College of Social Sciences
Why did you choose your major?
When I was initially admitted to San Jose State, I was accepted as an undeclared major. I had no idea what I wanted to do. Although, I knew that after I complete my undergraduate, I want to pursue law school. Doing something in the business department sounded viable to me. However, most business majors required principles of economics as a prerequisite. So, in my second semester of freshman year, I took principles of microeconomics with Dr. Ninos Malek. Prior to the course, I had believed that economics just revolved around the world of business. Soon after, I would learn that economics is more than just a social science, and the concepts and tools can be applied to everyday life. Professor Malek’s course really attracted me to the field of economics. We talked about controversial topics that you usually do not discuss in your courses. In addition, we were given different perspectives from what you get in your normal classes. A lot of the ideas in economics seem to be counterintuitive! Thus, in the fall I took him for principles of macroeconomics and shortly after decided it was time for me to declare myself as an economics major. Looking at my decision in the present day, it undoubtedly seems like I made the right choice. It is also worth mentioning economic majors are one of the highest scorers on the LSAT exam, so I guess in the end everything worked out.
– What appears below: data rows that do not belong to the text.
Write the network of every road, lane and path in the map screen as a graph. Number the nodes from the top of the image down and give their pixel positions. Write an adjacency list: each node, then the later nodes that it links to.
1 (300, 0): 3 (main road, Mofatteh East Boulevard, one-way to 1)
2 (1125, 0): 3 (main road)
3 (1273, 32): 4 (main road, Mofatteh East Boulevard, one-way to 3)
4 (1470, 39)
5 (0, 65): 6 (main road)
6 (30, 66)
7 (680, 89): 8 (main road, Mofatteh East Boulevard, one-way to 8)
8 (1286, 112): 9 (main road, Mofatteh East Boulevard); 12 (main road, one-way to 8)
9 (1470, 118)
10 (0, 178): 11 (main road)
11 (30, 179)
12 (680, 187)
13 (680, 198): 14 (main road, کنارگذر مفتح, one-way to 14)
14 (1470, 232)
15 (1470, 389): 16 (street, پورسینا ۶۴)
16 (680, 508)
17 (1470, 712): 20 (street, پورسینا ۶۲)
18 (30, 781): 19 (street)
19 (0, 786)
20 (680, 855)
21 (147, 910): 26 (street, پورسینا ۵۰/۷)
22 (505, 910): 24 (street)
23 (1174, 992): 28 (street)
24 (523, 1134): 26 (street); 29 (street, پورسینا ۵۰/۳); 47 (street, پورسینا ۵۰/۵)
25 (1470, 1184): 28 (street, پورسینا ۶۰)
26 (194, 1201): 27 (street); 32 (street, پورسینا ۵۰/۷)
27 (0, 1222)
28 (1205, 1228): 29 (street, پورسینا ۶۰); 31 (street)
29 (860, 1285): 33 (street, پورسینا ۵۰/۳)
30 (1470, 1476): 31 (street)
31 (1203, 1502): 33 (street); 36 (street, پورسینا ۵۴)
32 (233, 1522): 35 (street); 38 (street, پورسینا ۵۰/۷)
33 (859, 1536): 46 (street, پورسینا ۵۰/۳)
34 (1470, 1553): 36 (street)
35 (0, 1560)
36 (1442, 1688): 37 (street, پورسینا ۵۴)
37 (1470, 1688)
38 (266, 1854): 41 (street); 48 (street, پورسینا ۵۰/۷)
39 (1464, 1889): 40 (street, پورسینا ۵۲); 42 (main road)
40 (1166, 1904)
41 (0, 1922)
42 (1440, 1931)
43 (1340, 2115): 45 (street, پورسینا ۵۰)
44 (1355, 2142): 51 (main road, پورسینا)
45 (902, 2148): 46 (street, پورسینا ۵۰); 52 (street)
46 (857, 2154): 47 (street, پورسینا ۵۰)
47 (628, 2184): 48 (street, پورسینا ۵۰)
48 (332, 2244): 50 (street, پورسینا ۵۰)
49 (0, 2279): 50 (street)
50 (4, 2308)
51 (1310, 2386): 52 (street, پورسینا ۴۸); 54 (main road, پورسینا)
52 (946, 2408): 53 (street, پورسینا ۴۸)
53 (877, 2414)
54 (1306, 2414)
What does receiving this particular award mean to you?
Receiving the President’s Scholar award, allows me to reflect on the rigorous efforts I put into my classes. I usually have not won awards throughout my academic career. Although I did get Dean’s Scholar award last year, the award I was really chasing was President’s Scholar, which eluded me due to one grade! Anyways, before these two awards, the previous time I received anything for my academic efforts was in middle school. So, I am grateful to receive this award. More importantly, this accolade makes me acknowledge all the people who have helped me accomplish this achievement. Whether it be my fellow peers, professors, or family members, they have all played an essential role in allowing me to succeed.
Who has had the greatest influence or impact on your life? In addition, tell us about a SJSU faculty member who contributed to your academic success.
I really cannot do justice to this question because there are so many people who have influenced me. To keep it simple, I would have to say my parents had the most significant impact on my life. By providing me with everything that I need to thrive, and giving me motivation, along with pushing me to higher levels.
In regards to an SJSU faculty member who has contributed to my success, I would like to give credit to Professor Mark Brady. I have had the opportunity to take Professor Brady for a total of four economic courses. He is a very accommodating professor and always willing to answer student’s questions. He often sends me links and resources that are very helpful in my studies. Not to mention I have had the chance to talk to him outside of class a few times and he has shown me he is a very insightful person. One of the things I have enjoyed about his classes is how he adds sort of historical analysis to the economic lessons we cover. I am also someone who really enjoys the subject of history. Which is kind of important since one can argue you need economics to understand history better.
Overall I would like to shout out the economics department for running such an amazing program. All the professors I have taken are very inspiring and want their students to succeed. Our Chairperson Dr. Haight is also a very generous, and a delightful person. It is quite apparent that she wants the best for the students in the department and is continuously creating opportunities for all of us to prosper.
Describe an experience that has shaped who you are today.
I think one of the hardest things to deal with in life is failure or rejection. Well, in my senior year of high school I had received a lot of college rejection letters. I never really took high school seriously. I just put in the minimum efforts in my classes and was an average student. So, during that summer after I graduated high school, I had a lot of time to reflect back on the four years that I essentially wasted. I realized that I did not want my next four years in college to follow what had happened in high school. That is why I now always give it my best effort in all my courses. I try to be the best student that I can be. Fortunately, I can say that I was able to learn from the past and am now doing pretty good when it comes to the world of academia.
What would you say to other students to encourage or inspire them to attain academic excellence?
I hope the experience I discussed above at least encourages students a little to attempt to attain academic excellence. But even here in college, I have talked to graduating seniors who tell me they have a lot of regrets because they did not take their classes seriously. One of the most important things we have in life is time. Do you want to spend a few years studying hard and then being able to relax later on in your life? Or do you want to spend a few years having fun and working hard for the rest of your life? Economics teaches you that life is all about tradeoffs. I certainly think it is worth putting in the effort now so you can succeed in your classes rather than having that regret when you are close to finishing college. If you are having trouble, many professors are understanding and can provide you with resources to aid you. It is also a good idea to try to interact with your classmates as they can also be a source of help.
What makes you a Spartan?
I think my ability to succeed in times of perseverance and get past events that hinder me make me a Spartan. If you ever ask any of my fellow Spartans who know me, they will tell you that I am always willing to help out others. But I also realize that it is also due to my peers that I have been able to reach success.
Nominated by Colleen Haight
Chair, Department of Economics
"Amar recently won 1st Place in the Economics Department Undergraduate Research Competition writing a paper entitled, 'Should Downtown San Francisco Implement a Congestion Pricing System Similar to London's?' He has impressed his instructors with his research and analytical skills. He is also a frequent participant in various department events."